[Your task]: The response must restate the data exactly, with nothing left out.

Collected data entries
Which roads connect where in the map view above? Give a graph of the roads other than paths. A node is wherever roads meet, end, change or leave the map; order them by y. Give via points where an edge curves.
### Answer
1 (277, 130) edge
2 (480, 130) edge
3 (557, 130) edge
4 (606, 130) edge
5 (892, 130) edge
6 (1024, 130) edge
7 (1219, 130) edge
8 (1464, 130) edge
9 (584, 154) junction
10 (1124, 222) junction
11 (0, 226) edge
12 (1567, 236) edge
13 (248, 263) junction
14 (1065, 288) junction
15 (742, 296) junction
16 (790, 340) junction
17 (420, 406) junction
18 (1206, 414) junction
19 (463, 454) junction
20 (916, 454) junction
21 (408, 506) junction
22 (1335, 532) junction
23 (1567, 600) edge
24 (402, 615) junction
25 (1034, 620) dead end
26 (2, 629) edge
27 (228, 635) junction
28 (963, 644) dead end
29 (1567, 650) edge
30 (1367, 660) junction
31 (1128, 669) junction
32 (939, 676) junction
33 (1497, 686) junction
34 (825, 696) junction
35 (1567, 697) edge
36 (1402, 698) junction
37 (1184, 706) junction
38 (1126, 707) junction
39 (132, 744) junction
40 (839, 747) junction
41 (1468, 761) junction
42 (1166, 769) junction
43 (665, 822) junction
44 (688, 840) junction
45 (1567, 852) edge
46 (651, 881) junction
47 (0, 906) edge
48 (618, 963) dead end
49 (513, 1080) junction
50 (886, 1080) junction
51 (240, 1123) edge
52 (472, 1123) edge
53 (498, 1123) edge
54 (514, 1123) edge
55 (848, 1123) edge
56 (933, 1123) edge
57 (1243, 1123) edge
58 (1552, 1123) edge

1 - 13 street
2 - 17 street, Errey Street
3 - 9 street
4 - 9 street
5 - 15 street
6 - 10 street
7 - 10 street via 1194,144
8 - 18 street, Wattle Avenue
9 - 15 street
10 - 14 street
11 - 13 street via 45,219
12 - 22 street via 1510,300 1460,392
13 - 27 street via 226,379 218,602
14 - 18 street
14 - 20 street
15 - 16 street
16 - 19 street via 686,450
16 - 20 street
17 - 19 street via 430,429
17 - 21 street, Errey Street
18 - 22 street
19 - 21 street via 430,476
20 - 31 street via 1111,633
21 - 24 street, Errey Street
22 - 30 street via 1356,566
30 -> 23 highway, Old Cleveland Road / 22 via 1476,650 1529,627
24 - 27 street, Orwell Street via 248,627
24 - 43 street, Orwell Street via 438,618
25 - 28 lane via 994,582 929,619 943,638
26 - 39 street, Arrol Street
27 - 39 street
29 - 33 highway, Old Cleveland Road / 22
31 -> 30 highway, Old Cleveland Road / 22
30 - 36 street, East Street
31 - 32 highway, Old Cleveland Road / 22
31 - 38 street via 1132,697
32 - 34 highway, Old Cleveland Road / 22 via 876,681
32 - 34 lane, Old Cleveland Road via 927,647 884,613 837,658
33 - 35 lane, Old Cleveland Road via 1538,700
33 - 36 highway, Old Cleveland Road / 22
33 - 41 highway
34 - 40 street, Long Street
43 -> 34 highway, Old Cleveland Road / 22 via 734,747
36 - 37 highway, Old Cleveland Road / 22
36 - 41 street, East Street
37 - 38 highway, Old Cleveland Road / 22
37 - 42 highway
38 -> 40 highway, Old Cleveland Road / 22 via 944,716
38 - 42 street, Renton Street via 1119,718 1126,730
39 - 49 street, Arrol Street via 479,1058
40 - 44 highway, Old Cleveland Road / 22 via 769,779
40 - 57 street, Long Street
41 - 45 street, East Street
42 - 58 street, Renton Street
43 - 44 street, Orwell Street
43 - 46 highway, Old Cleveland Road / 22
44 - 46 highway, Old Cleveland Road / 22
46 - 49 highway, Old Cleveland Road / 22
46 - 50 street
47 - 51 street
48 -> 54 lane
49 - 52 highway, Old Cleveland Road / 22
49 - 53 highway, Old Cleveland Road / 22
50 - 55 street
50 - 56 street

[Problem solution]:
Which roads connect where in the map view above? Give a graph of the roads other than paths. A node is wherever roads meet, end, change or leave the map; order them by y. Give via points where an edge curves.
### Answer
1 (277, 130) edge
2 (480, 130) edge
3 (557, 130) edge
4 (606, 130) edge
5 (892, 130) edge
6 (1024, 130) edge
7 (1219, 130) edge
8 (1464, 130) edge
9 (584, 154) junction
10 (1124, 222) junction
11 (0, 226) edge
12 (1567, 236) edge
13 (248, 263) junction
14 (1065, 288) junction
15 (742, 296) junction
16 (790, 340) junction
17 (420, 406) junction
18 (1206, 414) junction
19 (463, 454) junction
20 (916, 454) junction
21 (408, 506) junction
22 (1335, 532) junction
23 (1567, 600) edge
24 (402, 615) junction
25 (1034, 620) dead end
26 (2, 629) edge
27 (228, 635) junction
28 (963, 644) dead end
29 (1567, 650) edge
30 (1367, 660) junction
31 (1128, 669) junction
32 (939, 676) junction
33 (1497, 686) junction
34 (825, 696) junction
35 (1567, 697) edge
36 (1402, 698) junction
37 (1184, 706) junction
38 (1126, 707) junction
39 (132, 744) junction
40 (839, 747) junction
41 (1468, 761) junction
42 (1166, 769) junction
43 (665, 822) junction
44 (688, 840) junction
45 (1567, 852) edge
46 (651, 881) junction
47 (0, 906) edge
48 (618, 963) dead end
49 (513, 1080) junction
50 (886, 1080) junction
51 (240, 1123) edge
52 (472, 1123) edge
53 (498, 1123) edge
54 (514, 1123) edge
55 (848, 1123) edge
56 (933, 1123) edge
57 (1243, 1123) edge
58 (1552, 1123) edge

1 - 13 street
2 - 17 street, Errey Street
3 - 9 street
4 - 9 street
5 - 15 street
6 - 10 street
7 - 10 street via 1194,144
8 - 18 street, Wattle Avenue
9 - 15 street
10 - 14 street
11 - 13 street via 45,219
12 - 22 street via 1510,300 1460,392
13 - 27 street via 226,379 218,602
14 - 18 street
14 - 20 street
15 - 16 street
16 - 19 street via 686,450
16 - 20 street
17 - 19 street via 430,429
17 - 21 street, Errey Street
18 - 22 street
19 - 21 street via 430,476
20 - 31 street via 1111,633
21 - 24 street, Errey Street
22 - 30 street via 1356,566
30 -> 23 highway, Old Cleveland Road / 22 via 1476,650 1529,627
24 - 27 street, Orwell Street via 248,627
24 - 43 street, Orwell Street via 438,618
25 - 28 lane via 994,582 929,619 943,638
26 - 39 street, Arrol Street
27 - 39 street
29 - 33 highway, Old Cleveland Road / 22
31 -> 30 highway, Old Cleveland Road / 22
30 - 36 street, East Street
31 - 32 highway, Old Cleveland Road / 22
31 - 38 street via 1132,697
32 - 34 highway, Old Cleveland Road / 22 via 876,681
32 - 34 lane, Old Cleveland Road via 927,647 884,613 837,658
33 - 35 lane, Old Cleveland Road via 1538,700
33 - 36 highway, Old Cleveland Road / 22
33 - 41 highway
34 - 40 street, Long Street
43 -> 34 highway, Old Cleveland Road / 22 via 734,747
36 - 37 highway, Old Cleveland Road / 22
36 - 41 street, East Street
37 - 38 highway, Old Cleveland Road / 22
37 - 42 highway
38 -> 40 highway, Old Cleveland Road / 22 via 944,716
38 - 42 street, Renton Street via 1119,718 1126,730
39 - 49 street, Arrol Street via 479,1058
40 - 44 highway, Old Cleveland Road / 22 via 769,779
40 - 57 street, Long Street
41 - 45 street, East Street
42 - 58 street, Renton Street
43 - 44 street, Orwell Street
43 - 46 highway, Old Cleveland Road / 22
44 - 46 highway, Old Cleveland Road / 22
46 - 49 highway, Old Cleveland Road / 22
46 - 50 street
47 - 51 street
48 -> 54 lane
49 - 52 highway, Old Cleveland Road / 22
49 - 53 highway, Old Cleveland Road / 22
50 - 55 street
50 - 56 street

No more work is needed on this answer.